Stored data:
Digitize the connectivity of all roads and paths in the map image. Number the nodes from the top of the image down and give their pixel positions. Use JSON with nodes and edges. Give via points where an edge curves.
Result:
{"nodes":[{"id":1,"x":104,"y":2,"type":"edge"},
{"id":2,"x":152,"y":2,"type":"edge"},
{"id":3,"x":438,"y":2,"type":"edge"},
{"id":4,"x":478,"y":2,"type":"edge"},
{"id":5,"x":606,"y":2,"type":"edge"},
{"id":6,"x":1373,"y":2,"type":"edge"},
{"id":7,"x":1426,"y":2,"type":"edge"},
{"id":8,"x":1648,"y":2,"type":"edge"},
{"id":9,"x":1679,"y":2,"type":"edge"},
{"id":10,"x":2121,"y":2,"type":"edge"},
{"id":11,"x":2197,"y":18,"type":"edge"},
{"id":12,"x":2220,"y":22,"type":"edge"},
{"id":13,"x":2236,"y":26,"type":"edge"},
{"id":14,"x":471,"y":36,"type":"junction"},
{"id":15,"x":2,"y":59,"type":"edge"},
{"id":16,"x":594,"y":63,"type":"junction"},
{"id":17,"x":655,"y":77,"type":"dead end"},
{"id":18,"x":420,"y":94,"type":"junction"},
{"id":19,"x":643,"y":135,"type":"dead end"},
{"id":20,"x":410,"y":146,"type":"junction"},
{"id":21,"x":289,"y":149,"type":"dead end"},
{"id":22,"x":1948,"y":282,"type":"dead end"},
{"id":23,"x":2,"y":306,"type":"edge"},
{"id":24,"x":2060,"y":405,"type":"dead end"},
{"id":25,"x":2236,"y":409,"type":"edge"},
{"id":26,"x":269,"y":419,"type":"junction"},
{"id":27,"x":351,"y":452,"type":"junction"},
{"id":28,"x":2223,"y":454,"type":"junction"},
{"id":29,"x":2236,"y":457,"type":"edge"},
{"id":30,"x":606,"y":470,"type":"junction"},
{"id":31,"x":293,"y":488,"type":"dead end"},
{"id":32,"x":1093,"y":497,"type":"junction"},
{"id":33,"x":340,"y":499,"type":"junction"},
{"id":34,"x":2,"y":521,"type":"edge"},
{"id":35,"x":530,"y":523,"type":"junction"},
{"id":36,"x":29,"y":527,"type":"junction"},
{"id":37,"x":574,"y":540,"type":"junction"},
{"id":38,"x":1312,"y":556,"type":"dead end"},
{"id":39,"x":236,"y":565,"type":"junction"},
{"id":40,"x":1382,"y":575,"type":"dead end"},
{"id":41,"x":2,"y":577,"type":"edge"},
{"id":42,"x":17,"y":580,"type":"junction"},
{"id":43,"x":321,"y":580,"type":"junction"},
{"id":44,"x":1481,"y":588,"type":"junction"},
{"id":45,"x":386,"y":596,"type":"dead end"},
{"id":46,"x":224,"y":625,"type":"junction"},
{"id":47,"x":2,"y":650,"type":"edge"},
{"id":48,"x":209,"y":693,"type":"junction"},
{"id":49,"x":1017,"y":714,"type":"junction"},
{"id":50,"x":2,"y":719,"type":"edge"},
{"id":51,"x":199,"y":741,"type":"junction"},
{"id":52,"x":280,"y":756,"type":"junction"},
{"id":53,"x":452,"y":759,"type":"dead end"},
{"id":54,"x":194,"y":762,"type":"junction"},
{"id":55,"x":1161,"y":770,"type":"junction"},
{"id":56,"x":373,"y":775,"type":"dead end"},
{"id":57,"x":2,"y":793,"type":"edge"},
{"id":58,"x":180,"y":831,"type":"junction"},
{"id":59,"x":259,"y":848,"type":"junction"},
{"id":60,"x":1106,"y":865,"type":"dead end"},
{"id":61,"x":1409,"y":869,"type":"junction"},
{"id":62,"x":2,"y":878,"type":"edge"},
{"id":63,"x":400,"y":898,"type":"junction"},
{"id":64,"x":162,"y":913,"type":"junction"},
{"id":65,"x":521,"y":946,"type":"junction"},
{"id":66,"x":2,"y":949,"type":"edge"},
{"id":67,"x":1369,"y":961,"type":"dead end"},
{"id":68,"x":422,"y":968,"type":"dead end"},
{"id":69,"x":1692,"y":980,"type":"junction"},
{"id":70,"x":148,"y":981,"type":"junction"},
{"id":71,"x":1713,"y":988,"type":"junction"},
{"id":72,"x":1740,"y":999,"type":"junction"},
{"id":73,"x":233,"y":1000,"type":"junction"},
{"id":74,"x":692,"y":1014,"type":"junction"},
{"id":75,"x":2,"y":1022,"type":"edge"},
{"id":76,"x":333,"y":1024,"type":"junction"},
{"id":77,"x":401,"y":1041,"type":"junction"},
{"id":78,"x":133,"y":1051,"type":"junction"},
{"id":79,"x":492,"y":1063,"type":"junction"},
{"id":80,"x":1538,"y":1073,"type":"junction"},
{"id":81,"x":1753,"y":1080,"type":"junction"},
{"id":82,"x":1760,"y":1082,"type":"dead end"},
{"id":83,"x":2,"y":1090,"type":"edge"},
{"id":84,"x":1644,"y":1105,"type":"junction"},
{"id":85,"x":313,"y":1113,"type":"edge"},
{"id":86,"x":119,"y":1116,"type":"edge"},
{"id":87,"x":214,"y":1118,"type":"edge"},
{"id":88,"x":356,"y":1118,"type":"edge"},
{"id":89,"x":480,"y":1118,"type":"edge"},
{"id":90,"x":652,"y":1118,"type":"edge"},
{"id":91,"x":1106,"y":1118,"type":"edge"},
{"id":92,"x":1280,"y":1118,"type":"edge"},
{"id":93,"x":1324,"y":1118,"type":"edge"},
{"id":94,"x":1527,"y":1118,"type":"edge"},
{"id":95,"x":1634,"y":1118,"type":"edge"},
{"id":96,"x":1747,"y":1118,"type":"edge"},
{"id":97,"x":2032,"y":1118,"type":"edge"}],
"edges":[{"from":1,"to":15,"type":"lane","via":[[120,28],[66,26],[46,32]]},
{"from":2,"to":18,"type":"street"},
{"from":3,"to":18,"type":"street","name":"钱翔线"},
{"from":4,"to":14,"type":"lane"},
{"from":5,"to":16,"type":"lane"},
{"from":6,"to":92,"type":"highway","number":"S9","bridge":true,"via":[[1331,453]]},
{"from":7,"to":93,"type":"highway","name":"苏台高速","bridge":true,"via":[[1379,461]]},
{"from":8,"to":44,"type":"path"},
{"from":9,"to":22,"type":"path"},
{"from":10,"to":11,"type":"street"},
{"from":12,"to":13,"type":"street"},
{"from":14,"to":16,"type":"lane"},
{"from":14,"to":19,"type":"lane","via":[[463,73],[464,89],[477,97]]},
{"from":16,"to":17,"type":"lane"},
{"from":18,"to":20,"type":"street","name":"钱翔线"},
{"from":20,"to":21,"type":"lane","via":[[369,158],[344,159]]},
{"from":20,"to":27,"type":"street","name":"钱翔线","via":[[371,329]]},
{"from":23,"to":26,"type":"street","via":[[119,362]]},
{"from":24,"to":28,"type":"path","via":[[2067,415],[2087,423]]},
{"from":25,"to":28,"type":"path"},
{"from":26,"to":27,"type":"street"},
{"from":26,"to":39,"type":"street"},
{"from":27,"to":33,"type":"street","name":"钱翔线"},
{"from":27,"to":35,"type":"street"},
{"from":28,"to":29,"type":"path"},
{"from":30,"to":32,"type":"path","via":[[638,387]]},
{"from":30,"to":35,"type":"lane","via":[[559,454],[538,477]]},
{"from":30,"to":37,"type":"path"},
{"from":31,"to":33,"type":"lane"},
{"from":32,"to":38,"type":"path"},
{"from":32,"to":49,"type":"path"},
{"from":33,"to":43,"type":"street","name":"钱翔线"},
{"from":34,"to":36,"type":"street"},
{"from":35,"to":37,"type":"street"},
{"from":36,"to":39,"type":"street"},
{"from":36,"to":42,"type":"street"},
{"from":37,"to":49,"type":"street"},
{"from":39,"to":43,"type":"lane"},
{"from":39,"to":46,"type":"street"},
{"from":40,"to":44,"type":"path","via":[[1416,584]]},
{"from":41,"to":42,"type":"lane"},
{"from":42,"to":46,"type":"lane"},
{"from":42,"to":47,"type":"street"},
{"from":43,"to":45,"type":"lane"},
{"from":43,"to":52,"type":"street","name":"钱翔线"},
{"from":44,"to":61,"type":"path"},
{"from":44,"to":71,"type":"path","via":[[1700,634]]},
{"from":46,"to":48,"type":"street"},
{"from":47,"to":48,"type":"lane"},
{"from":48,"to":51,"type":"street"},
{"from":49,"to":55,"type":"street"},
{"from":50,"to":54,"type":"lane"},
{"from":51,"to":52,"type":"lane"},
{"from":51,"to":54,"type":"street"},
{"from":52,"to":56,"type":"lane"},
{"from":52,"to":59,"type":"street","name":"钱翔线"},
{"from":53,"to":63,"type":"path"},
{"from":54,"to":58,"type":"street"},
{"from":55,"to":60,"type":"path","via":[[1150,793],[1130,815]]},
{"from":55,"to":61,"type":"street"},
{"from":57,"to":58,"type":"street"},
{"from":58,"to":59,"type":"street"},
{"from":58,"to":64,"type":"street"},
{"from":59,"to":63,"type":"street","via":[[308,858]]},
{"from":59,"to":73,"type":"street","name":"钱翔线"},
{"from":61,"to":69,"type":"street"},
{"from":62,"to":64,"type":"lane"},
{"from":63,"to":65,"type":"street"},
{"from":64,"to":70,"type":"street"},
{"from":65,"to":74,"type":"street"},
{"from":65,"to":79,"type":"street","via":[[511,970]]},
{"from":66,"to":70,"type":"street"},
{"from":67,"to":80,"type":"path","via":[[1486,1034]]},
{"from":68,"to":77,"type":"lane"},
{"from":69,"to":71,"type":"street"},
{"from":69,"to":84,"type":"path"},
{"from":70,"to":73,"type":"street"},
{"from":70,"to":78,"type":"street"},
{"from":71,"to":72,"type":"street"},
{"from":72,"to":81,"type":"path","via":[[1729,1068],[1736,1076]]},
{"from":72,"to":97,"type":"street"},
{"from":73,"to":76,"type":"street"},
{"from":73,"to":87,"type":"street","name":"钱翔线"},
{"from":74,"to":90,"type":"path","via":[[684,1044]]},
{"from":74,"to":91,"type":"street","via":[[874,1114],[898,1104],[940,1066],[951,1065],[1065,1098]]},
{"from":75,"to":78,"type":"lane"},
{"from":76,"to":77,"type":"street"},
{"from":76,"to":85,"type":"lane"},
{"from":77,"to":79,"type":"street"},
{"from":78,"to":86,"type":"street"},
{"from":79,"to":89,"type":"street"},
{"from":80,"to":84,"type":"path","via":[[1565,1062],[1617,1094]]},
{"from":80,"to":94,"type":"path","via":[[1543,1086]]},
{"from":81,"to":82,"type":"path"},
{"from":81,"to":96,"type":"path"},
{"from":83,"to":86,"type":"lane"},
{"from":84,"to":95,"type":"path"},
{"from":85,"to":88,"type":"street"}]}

Your goal:
Identify the lines above with the word "bridge". Copy them.

Solution:
{"from":6,"to":92,"type":"highway","number":"S9","bridge":true,"via":[[1331,453]]},
{"from":7,"to":93,"type":"highway","name":"苏台高速","bridge":true,"via":[[1379,461]]},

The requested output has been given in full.